“I think about my Korean grandparents. They worked really hard, but they also enjoyed life. It was important for the family to go to the beach, have a potluck, enjoy good food, and just be in this place. That is something we lose when we are just trying to survive, when it just feels so hard.”
When local girl Tracey Erker left Hawai`i, she wasn’t sure she’d return. The Punahou School graduate saw firsthand the effects of the high cost of living because her own mother chose to move to Arizona, just to be able to afford a house. She has three siblings who also live on the continent.
Erker’s career in human resources and business operations spans a range of industries: retail, digital gaming, restaurant and hospitality, cannabis, and most recently, media – as the HR director of aio Hawai`i. “I’m definitely industry agnostic,” she admits. “I think what ties it all together is loving the small business and start up environment, wearing a lot of hats, and thinking on my feet.”
That’s the energy Erker brings to Holomua Collective, along with another connecting theme of her curriculum vitae- an emphasis on a strategic approach to problem-solving “with the present and the future in mind,” she adds.
Erker lived and worked in North America for a couple decades, in jobs that took her to two other countries and 25 American cities.

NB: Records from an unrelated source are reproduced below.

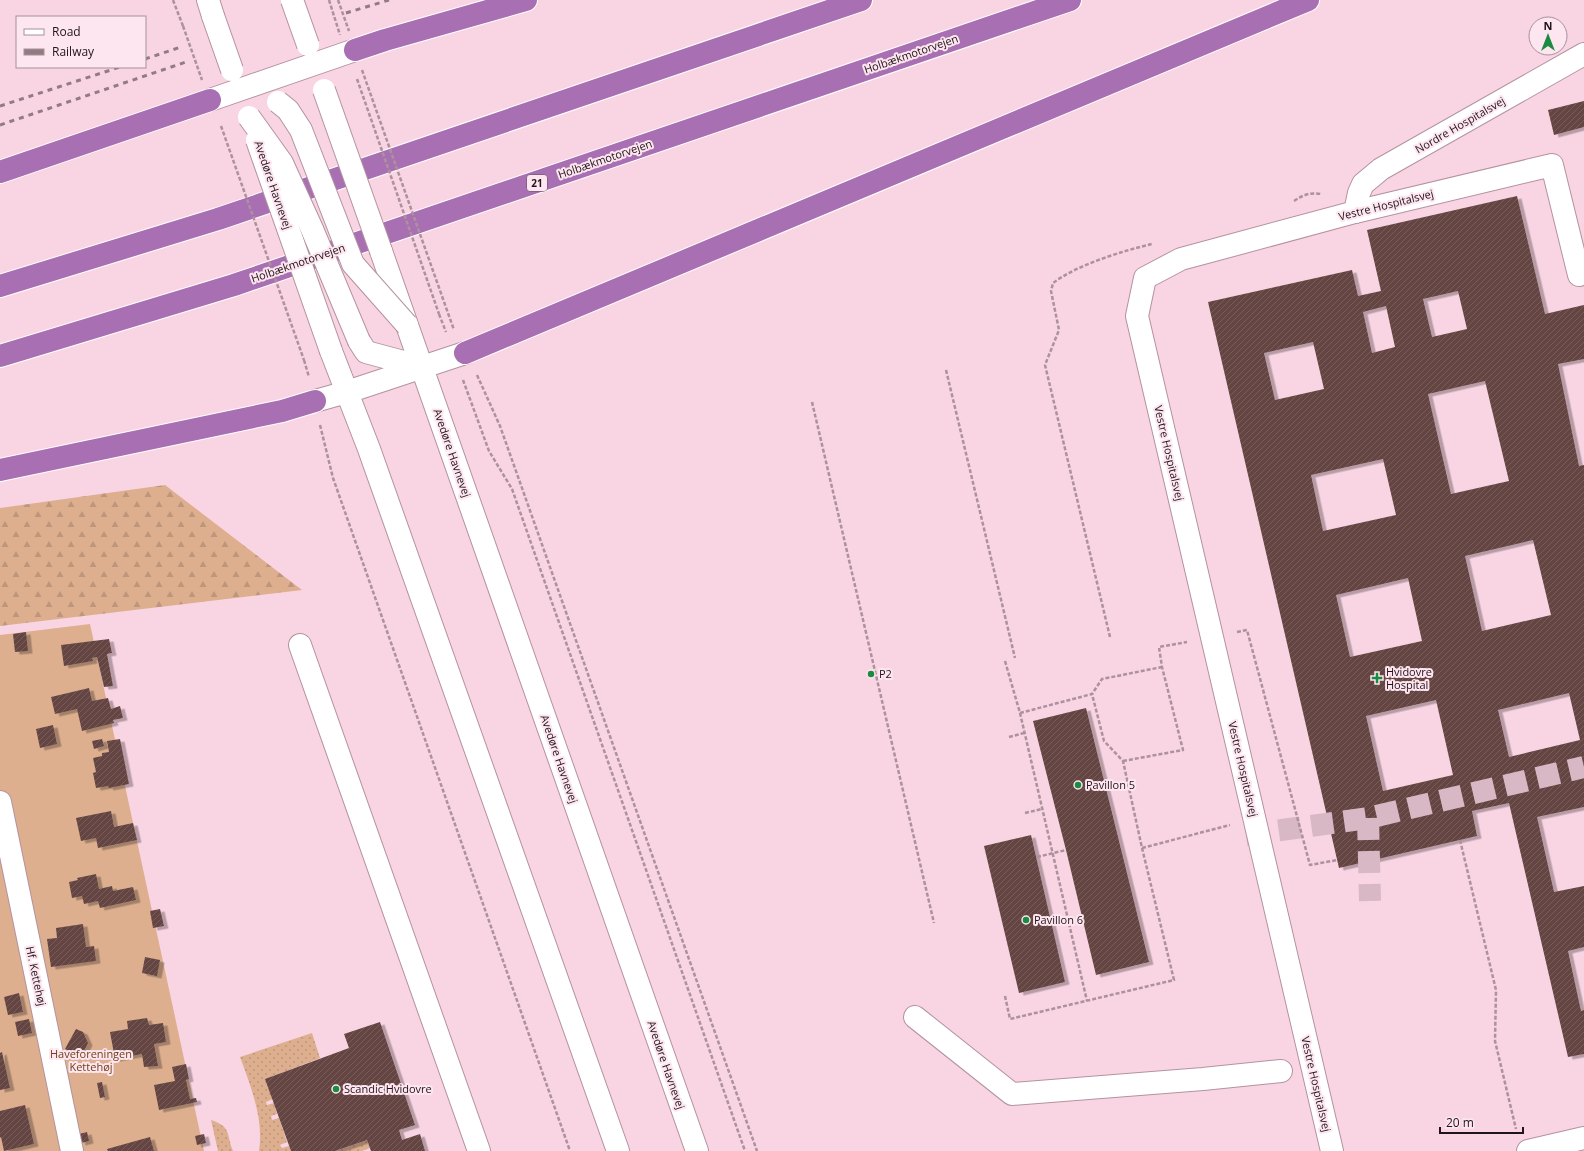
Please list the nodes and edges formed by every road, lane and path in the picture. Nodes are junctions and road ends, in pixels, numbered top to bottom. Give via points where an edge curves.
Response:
1 (173, 0) edge
2 (292, 0) edge
3 (329, 0) edge
4 (338, 0) edge
5 (526, 0) edge
6 (860, 0) edge
7 (1070, 0) edge
8 (1308, 0) edge
9 (211, 8) edge
10 (340, 35) dead end
11 (356, 50) junction
12 (1584, 54) edge
13 (311, 55) junction
14 (357, 79) dead end
15 (236, 80) junction
16 (206, 90) junction
17 (249, 117) junction
18 (221, 126) dead end
19 (0, 172) edge
20 (1355, 212) junction
21 (1579, 275) dead end
22 (0, 286) edge
23 (407, 325) junction
24 (459, 348) junction
25 (0, 356) edge
26 (422, 367) junction
27 (946, 370) dead end
28 (475, 371) dead end
29 (347, 392) junction
30 (315, 401) junction
31 (812, 402) dead end
32 (0, 470) edge
33 (300, 646) dead end
34 (1015, 658) dead end
35 (1005, 661) dead end
36 (1162, 667) dead end
37 (1092, 694) junction
38 (1020, 713) junction
39 (1024, 734) junction
40 (1009, 737) dead end
41 (0, 802) edge
42 (1042, 809) junction
43 (1025, 813) dead end
44 (1236, 824) dead end
45 (1460, 840) dead end
46 (1142, 848) junction
47 (1066, 850) dead end
48 (1053, 854) junction
49 (1036, 857) dead end
50 (934, 923) dead end
51 (1005, 996) dead end
52 (1087, 1001) junction
53 (915, 1017) dead end
54 (1281, 1071) dead end
55 (1584, 1138) edge
56 (1523, 1144) edge
57 (72, 1151) edge
58 (478, 1151) edge
59 (570, 1151) edge
60 (618, 1151) edge
61 (697, 1151) edge
62 (745, 1151) edge
63 (757, 1151) edge
64 (1332, 1151) edge

1 - 16 path, bridge
2 - 13 street, Avedøre Havnevej, bridge
3 - 10 path, bridge
4 - 11 path, bridge
5 - 11 highway
6 - 22 highway via 218,219
7 - 25 highway, Holbækmotorvejen / 21 via 234,285
8 - 24 highway
9 - 15 street, Avedøre Havnevej, bridge
11 - 13 street
11 - 24 path, bridge
12 - 20 street, Nordre Hospitalsvej via 1381,169 1363,184
13 - 15 street
13 - 23 street, Avedøre Havnevej, bridge
14 - 24 path, bridge via 440,314
15 - 16 street
15 - 17 street, Avedøre Havnevej
15 - 23 street, bridge via 288,110 301,130 353,264
16 - 19 highway
17 - 26 street, bridge via 282,163 359,342 366,352
17 - 29 street, Avedøre Havnevej, bridge
18 - 30 path, bridge via 304,360
20 - 21 street, Vestre Hospitalsvej via 1552,165
20 - 64 street, Vestre Hospitalsvej via 1181,260 1145,278 1137,316
23 - 26 street, Avedøre Havnevej
24 - 26 street
24 - 62 path via 489,451 512,489
26 - 29 street
26 - 61 street, Avedøre Havnevej
27 - 34 path
28 - 63 path via 506,441
29 - 30 street
29 - 60 street, Avedøre Havnevej
30 - 32 highway via 282,411
30 - 59 path via 333,478
31 - 50 path
33 - 58 street
35 - 38 path
36 - 37 path via 1102,679
37 - 38 path
37 - 46 path via 1104,741 1123,761
38 - 39 path
39 - 40 path
39 - 42 path
41 - 57 street, Hf. Kettehøj
42 - 43 path
42 - 48 path
44 - 46 path
45 - 56 path via 1496,990 1495,1041
46 - 52 path via 1174,980
47 - 48 path
48 - 49 path
48 - 52 path
51 - 52 path via 1010,1019
53 - 54 street via 1012,1094
55 - 56 street

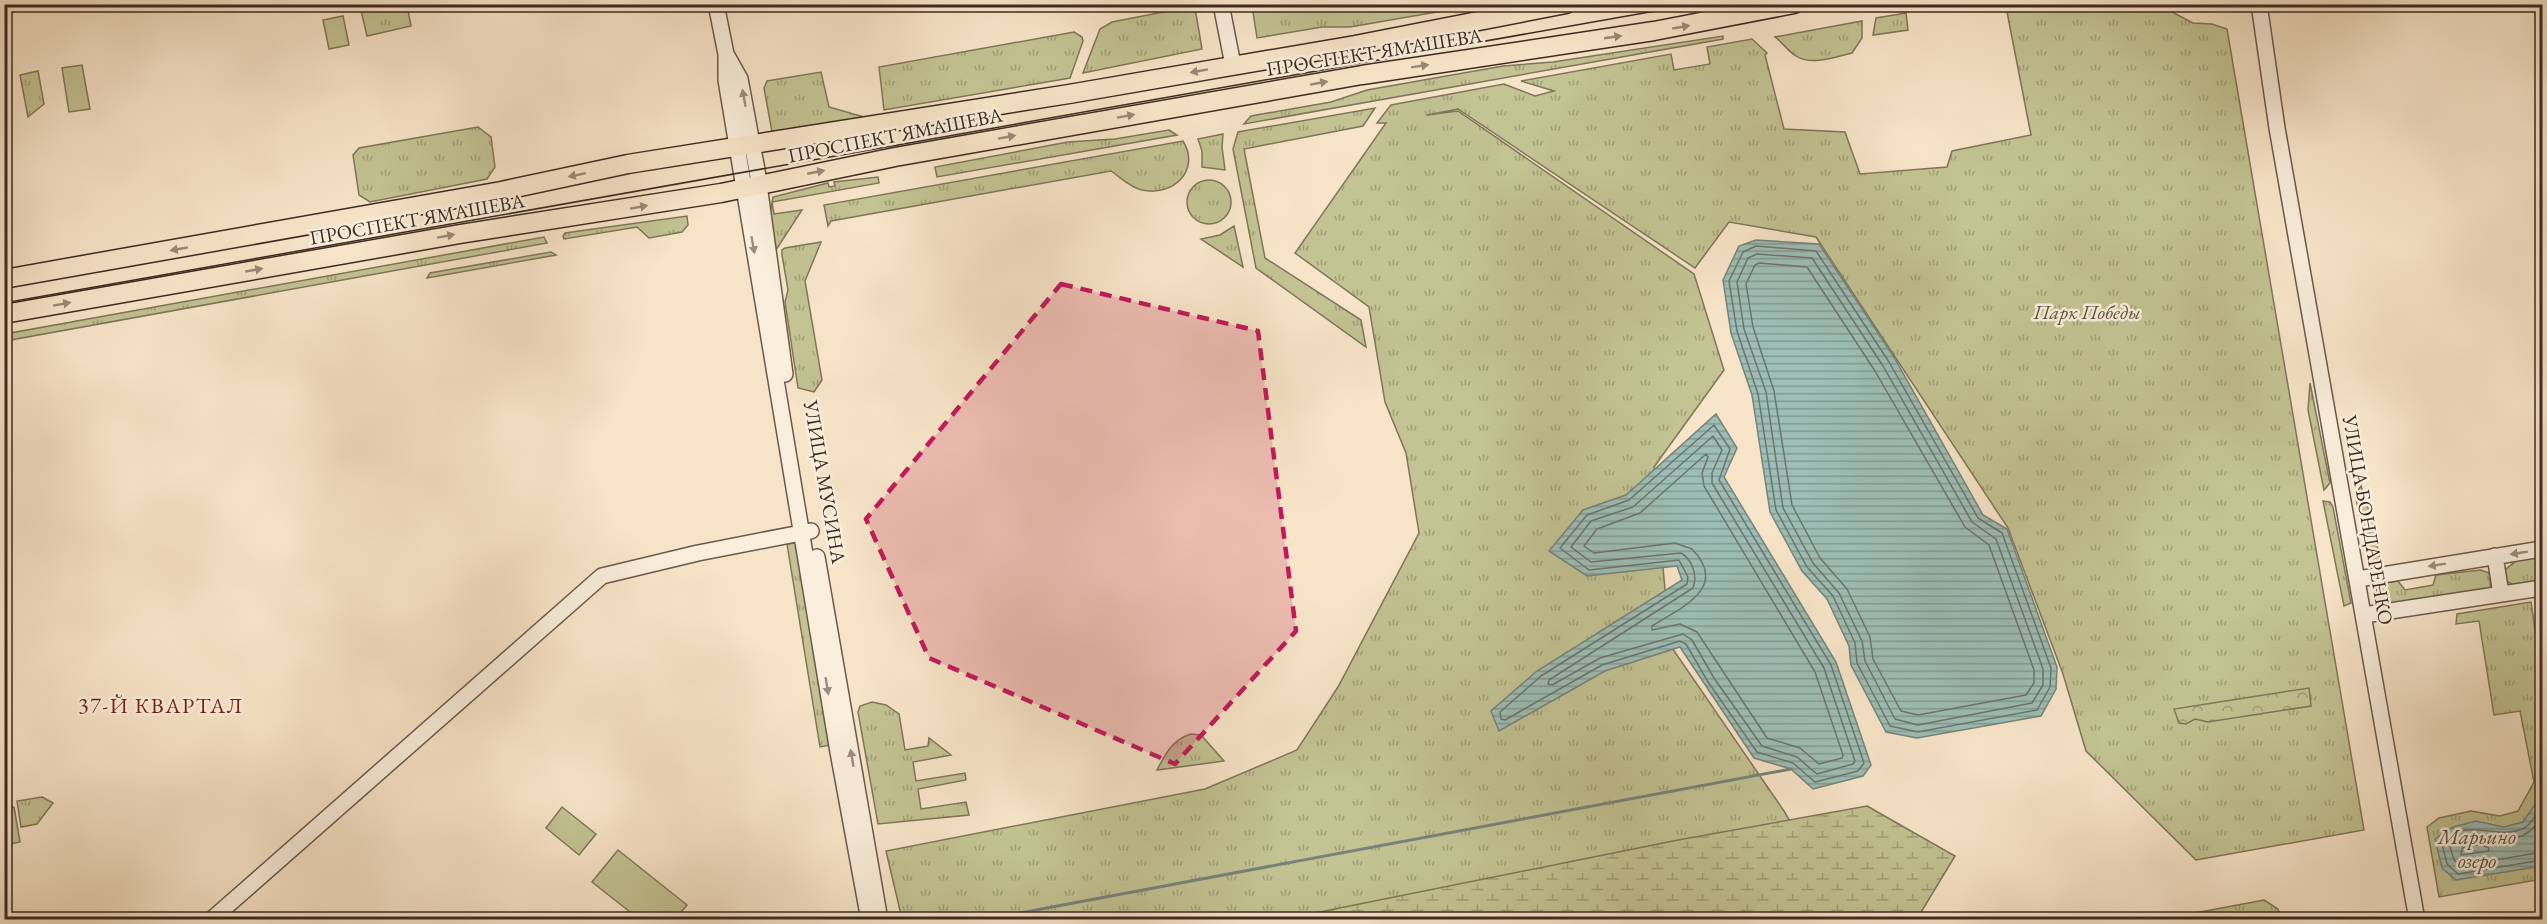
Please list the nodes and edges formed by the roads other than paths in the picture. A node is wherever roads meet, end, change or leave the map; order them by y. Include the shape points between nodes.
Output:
1 (716, 4) edge
2 (1221, 4) edge
3 (1566, 4) edge
4 (1794, 4) edge
5 (2250, 4) edge
6 (2259, 4) edge
7 (1233, 65) junction
8 (2277, 128) junction
9 (745, 146) junction
10 (751, 185) junction
11 (4, 279) edge
12 (4, 314) edge
13 (807, 532) junction
14 (2542, 549) edge
15 (2495, 556) junction
16 (2358, 579) junction
17 (2542, 588) edge
18 (2501, 594) junction
19 (2364, 615) junction
20 (211, 920) edge
21 (869, 920) edge
22 (880, 920) edge
23 (2417, 920) edge

1 - 9 street, УЛИЦА МУСИНА via 726,54 739,75
2 - 7 street
3 - 7 main road, ПРОСПЕКТ ЯМАШЕВА
10 -> 4 main road, ПРОСПЕКТ ЯМАШЕВА via 1362,75 1654,31
5 - 8 street, УЛИЦА БОНДАРЕНКО
6 - 8 street, УЛИЦА БОНДАРЕНКО
7 -> 9 main road, ПРОСПЕКТ ЯМАШЕВА
8 - 16 street, УЛИЦА БОНДАРЕНКО
9 - 10 street, УЛИЦА МУСИНА
9 -> 11 main road, ПРОСПЕКТ ЯМАШЕВА
12 -> 10 main road, ПРОСПЕКТ ЯМАШЕВА
10 - 13 street, УЛИЦА МУСИНА
13 - 20 street via 602,576
13 -> 21 street, УЛИЦА МУСИНА via 838,752
22 -> 13 street, УЛИЦА МУСИНА
14 -> 15 street
15 -> 16 street
15 - 18 street
16 - 19 street, УЛИЦА БОНДАРЕНКО
17 - 18 street
18 - 19 street
19 - 23 street, УЛИЦА БОНДАРЕНКО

In 2015, though, Erker’s heart started to pull her towards Hawai`i. She was pregnant, and “there’s something about having a kid that really made returning home so alluring,” she details. “When [daughter Mika] was a baby, we daydreamed about returning, but knew it wasn’t possible financially.”
As time went on, it became less of a want and more of a need, a “gut and heart pull that I need to be in Hawai`i. I want my family to be in Hawai`i. I want Mika to grow up and understand the culture in Hawai`i.” After discussing it with her husband Nick, the family relocated here from California’s Bay Area.
She made the move to nonprofit work because she loves the thought of making a positive difference in a new way than she had previously. “What a dream to be able to have an impact on my own community in this way,” asserts Erker.
She looks to the past to inspire the future. “I think about my Korean grandparents. They worked really hard, but they also enjoyed life. It was important for the family to go to the beach, have a potluck, enjoy good food, and just be in this place. That is something we lose when we are just trying to survive, when it just feels so hard.”
Erker’s goal is to help bring joy back to people “so they can live here and truly be here.”